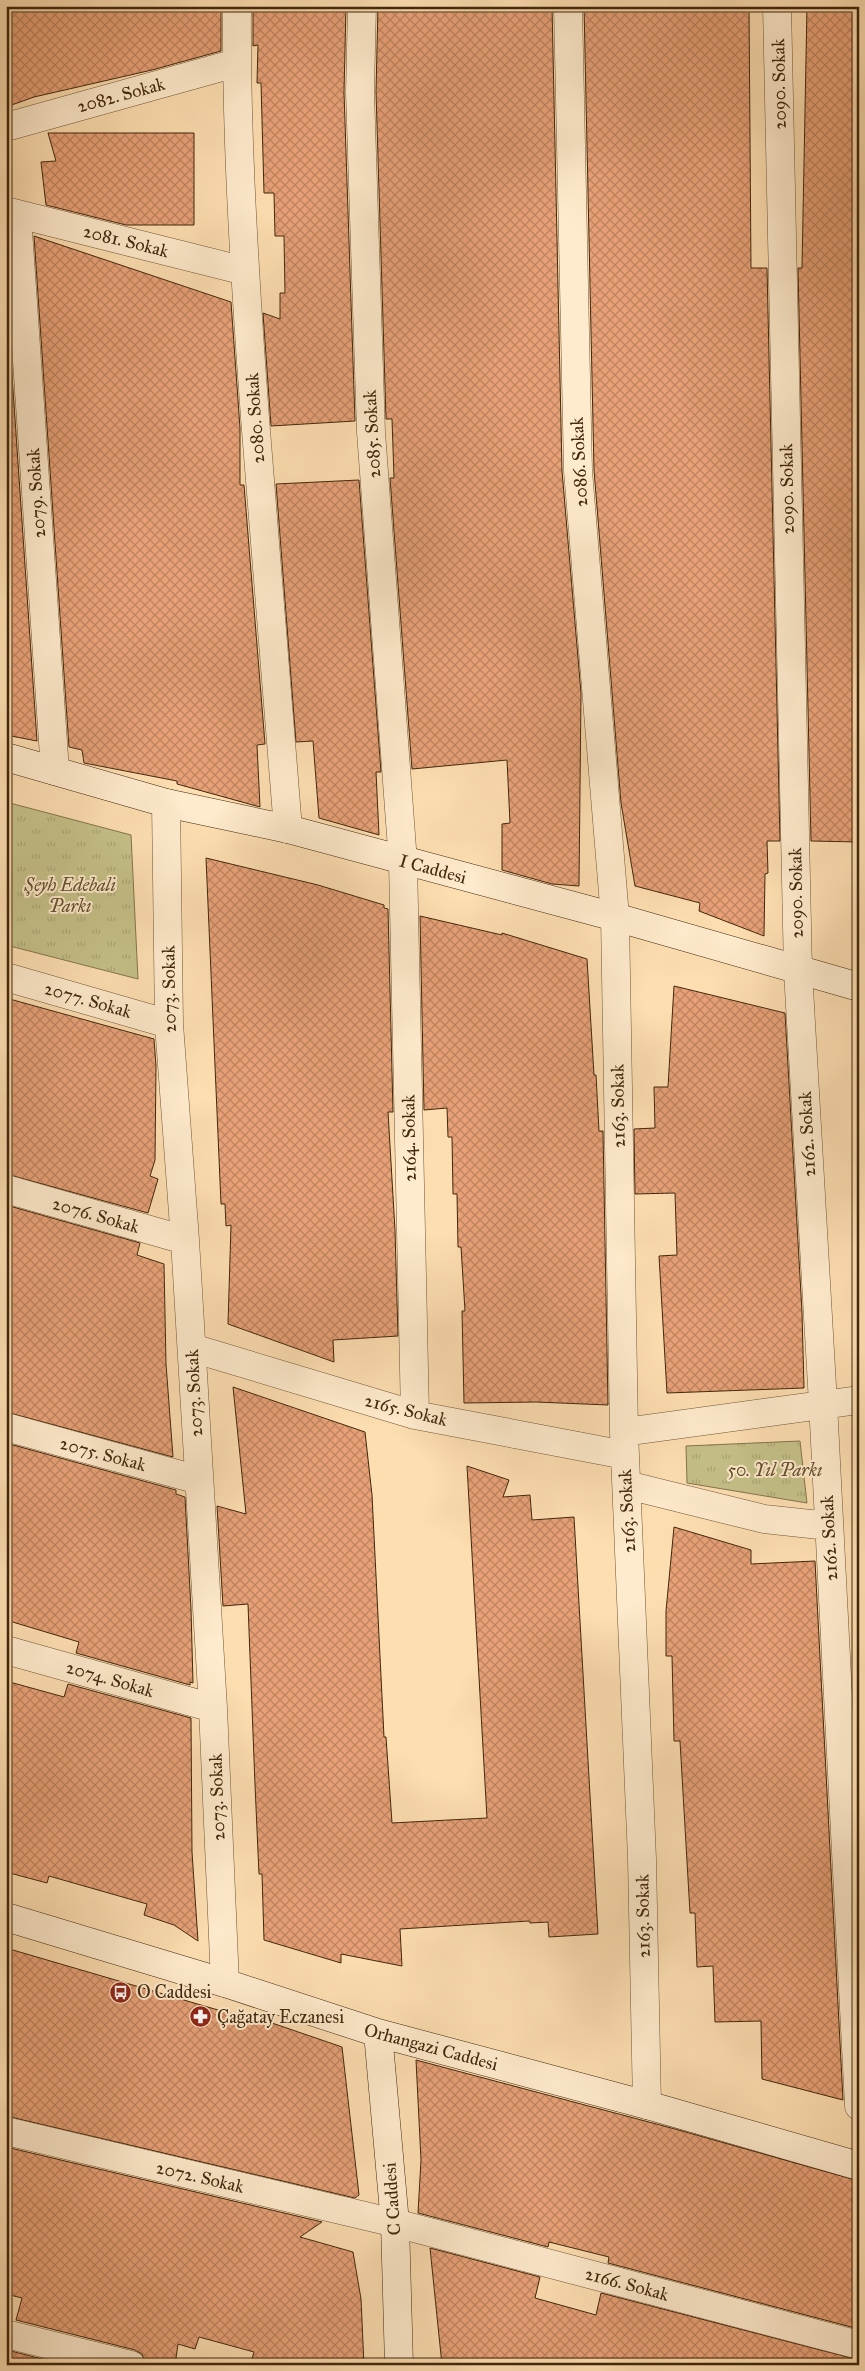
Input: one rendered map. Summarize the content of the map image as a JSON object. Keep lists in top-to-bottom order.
{
  "streets": {
    "street": [
      "2090. Sokak",
      "2082. Sokak",
      "2081. Sokak",
      "2080. Sokak",
      "2085. Sokak",
      "2086. Sokak",
      "2079. Sokak",
      "I Caddesi",
      "2073. Sokak",
      "2077. Sokak",
      "2163. Sokak",
      "2162. Sokak",
      "2164. Sokak",
      "2076. Sokak",
      "2165. Sokak",
      "2075. Sokak",
      "2074. Sokak",
      "Orhangazi Caddesi",
      "2072. Sokak",
      "C Caddesi",
      "2166. Sokak"
    ]
  },
  "crossings": [
    ["2090. Sokak", "I Caddesi"],
    ["2090. Sokak", "2162. Sokak"],
    ["2082. Sokak", "2080. Sokak"],
    ["2081. Sokak", "2080. Sokak"],
    ["2081. Sokak", "2079. Sokak"],
    ["2080. Sokak", "I Caddesi"],
    ["2085. Sokak", "I Caddesi"],
    ["2085. Sokak", "2164. Sokak"],
    ["2086. Sokak", "I Caddesi"],
    ["2086. Sokak", "2163. Sokak"],
    ["2079. Sokak", "I Caddesi"],
    ["I Caddesi", "2073. Sokak"],
    ["I Caddesi", "2163. Sokak"],
    ["I Caddesi", "2162. Sokak"],
    ["I Caddesi", "2164. Sokak"],
    ["2073. Sokak", "2077. Sokak"],
    ["2073. Sokak", "2076. Sokak"],
    ["2073. Sokak", "2165. Sokak"],
    ["2073. Sokak", "2075. Sokak"],
    ["2073. Sokak", "2074. Sokak"],
    ["2073. Sokak", "Orhangazi Caddesi"],
    ["2163. Sokak", "2165. Sokak"],
    ["2163. Sokak", "Orhangazi Caddesi"],
    ["2162. Sokak", "2165. Sokak"],
    ["2164. Sokak", "2165. Sokak"],
    ["Orhangazi Caddesi", "C Caddesi"],
    ["2072. Sokak", "C Caddesi"],
    ["2072. Sokak", "2166. Sokak"],
    ["C Caddesi", "2166. Sokak"]
  ],
  "parks": ["Şeyh Edebali Parkı", "50. Yıl Parkı"],
  "places": {
    "bus stop": ["O Caddesi"],
    "pharmacy": ["Çağatay Eczanesi"]
  }
}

■ **TASK DETAILS**
Looking at each line of the material above, tally those that hold the string "Orhangazi" and give only the total.

■ **TASK RESULT**
4